The early Wittgenstein, whose Tractatus Logico-Philosophicus made waves in the twentieth century between the world wars, considered ethics beyond the reach of philosophical inquiry because its propositions, he held, lacked content. In Tractatus 6.42 he said “. . . there can be no ethical propositions” and followed, at 6.421, with:

. . . ethics cannot be expressed. Ethics are transcendental. (Ethics and aesthetics are one.)

In this (aside from the invocation of the “transcendental”!) he was fully in line with the tradition in Empiricist philosophy, since Hume, that ethical propositions do not express objectively discernible claims about things in the world but serve, rather, to express our feelings about such things. And feelings about things can be neither true nor false themselves, neither right nor wrong. They just are particular states in which we happen to find ourselves. Whatever we take to be the case about the world, as we find it, cannot imply anything about how we ought to feel about it. . . .

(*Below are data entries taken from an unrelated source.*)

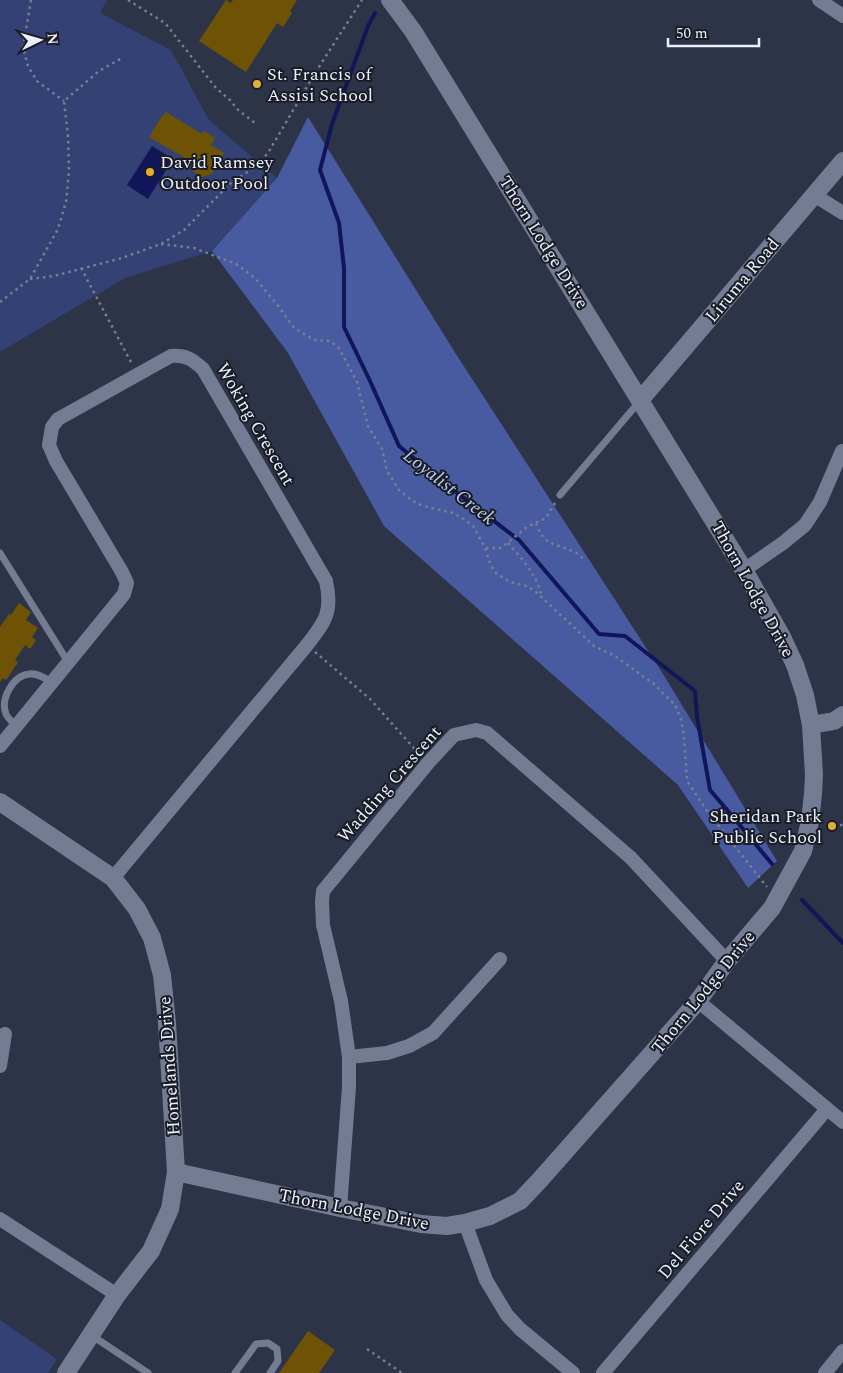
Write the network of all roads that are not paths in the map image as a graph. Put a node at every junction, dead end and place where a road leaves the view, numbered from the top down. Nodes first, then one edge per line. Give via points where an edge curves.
1 (390, 0) edge
2 (819, 0) edge
3 (843, 16) edge
4 (843, 160) edge
5 (814, 195) junction
6 (843, 214) edge
7 (641, 400) junction
8 (842, 451) edge
9 (560, 495) road end
10 (0, 553) edge
11 (744, 570) junction
12 (68, 662) junction
13 (52, 682) junction
14 (843, 715) edge
15 (811, 725) junction
16 (16, 726) junction
17 (0, 746) edge
18 (0, 802) edge
19 (113, 878) junction
20 (500, 959) dead end
21 (726, 961) junction
22 (698, 1001) junction
23 (5, 1034) dead end
24 (349, 1057) junction
25 (0, 1066) edge
26 (827, 1109) junction
27 (843, 1122) edge
28 (176, 1172) junction
29 (340, 1208) junction
30 (0, 1219) edge
31 (465, 1223) junction
32 (117, 1295) junction
33 (91, 1335) junction
34 (843, 1351) edge
35 (66, 1373) edge
36 (148, 1373) edge
37 (235, 1373) edge
38 (270, 1373) edge
39 (573, 1373) edge
40 (603, 1373) edge
41 (825, 1373) edge

1 - 7 street, Thorn Lodge Drive via 413,31
2 - 3 street
4 - 5 street, Liruma Road
5 - 6 street
5 - 7 street, Liruma Road
7 - 9 lane
7 - 11 street, Thorn Lodge Drive
8 - 11 street via 820,502 805,525
10 - 12 lane
11 - 15 street, Thorn Lodge Drive via 795,665
12 - 13 street, Woking Crescent
12 - 19 street, Woking Crescent via 124,594 127,583 56,462 49,446 52,427 58,419 171,356 193,360 203,369 326,581 328,610 324,624
13 - 16 street, Woking Crescent
13 - 16 lane via 32,674 16,680 7,694 5,708
14 - 15 street via 834,721
15 - 21 street, Thorn Lodge Drive via 814,794 803,851 772,908
16 - 17 street, Woking Crescent
18 - 19 street, Homelands Drive
19 - 28 street, Homelands Drive via 137,910 152,938 162,975
20 - 24 street via 433,1033 387,1053
21 - 22 street, Thorn Lodge Drive
21 - 24 street, Wadding Crescent via 631,858 487,733 476,730 454,735 323,891 323,926 342,1001
22 - 26 street
22 - 31 street, Thorn Lodge Drive via 520,1201 490,1216
23 - 25 street
24 - 29 street, Wadding Crescent
26 - 27 street
26 - 40 street, Del Fiore Drive
28 - 29 street, Thorn Lodge Drive
28 - 32 street, Homelands Drive via 170,1209 151,1251
29 - 31 street, Thorn Lodge Drive via 422,1224 447,1226
30 - 32 street
31 - 39 street via 486,1280 506,1315
32 - 33 street, Homelands Drive
33 - 35 street, Homelands Drive
33 - 36 lane
34 - 41 street
37 - 38 lane via 256,1344 268,1342 277,1349 278,1361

. . . On this Humean view we can neither be blamed nor condemned for what we feel, and what we feel can neither imply anything factual about the world nor itself be taken to be implied by the way the facts present themselves to us since we may react in any number of ways to the phenomena of the world. . . . But in that case we cannot be praised or blamed for being such creatures since we are not what we are by our own choice and ethics is, finally, about judging our options, the choices we make. . . .

Wittgenstein, whose early philosophy was much influenced by this post-Humean empiricism, as expressed in the work of the early analytic philosophers at Cambridge led by Bertrand Russell, came to think a little differently however. As he goes on to say immediately after at 6.422 in the Tractatus:

The first thought in setting up an ethical law of the form “thou shalt . . . ” is: And what if I do not do it. But it is clear that ethics has nothing to do with punishment and reward in the ordinary sense. This question as to the consequences of an action must therefore be irrelevant. At least these consequences will not be events. For there must be something right in that formulation of the question. There must be some sort of ethical reward and ethical punishment, but this must lie in the action itself. (And this is clear also that the reward must be something acceptable, and the punishment something unacceptable.)

Immediately following, at 6.423, he adds:

Of the will as the bearer of the ethical we cannot speak. And the will as a phenomenon is only of interest to psychology.

Then, at 6.43:

If good or bad willing changes the world, it can only change the limits of the world, not the facts; not the things that can be expressed in language.

Wittgenstein moves here toward an account of ethical valuing which, while not rejecting the Humean analysis, endeavors to find a place for ethical concerns despite their exclusion from the realm of meaningful content. As he later suggested with regard to the Tractatus, its thrust, on his view, was not so much to show how ethical matters are excluded from our areas of concern but to show how ethics occupies a different, albeit still legitimate, position in our world. But he is not transparent about this in that work. At 6.52 he writes . . .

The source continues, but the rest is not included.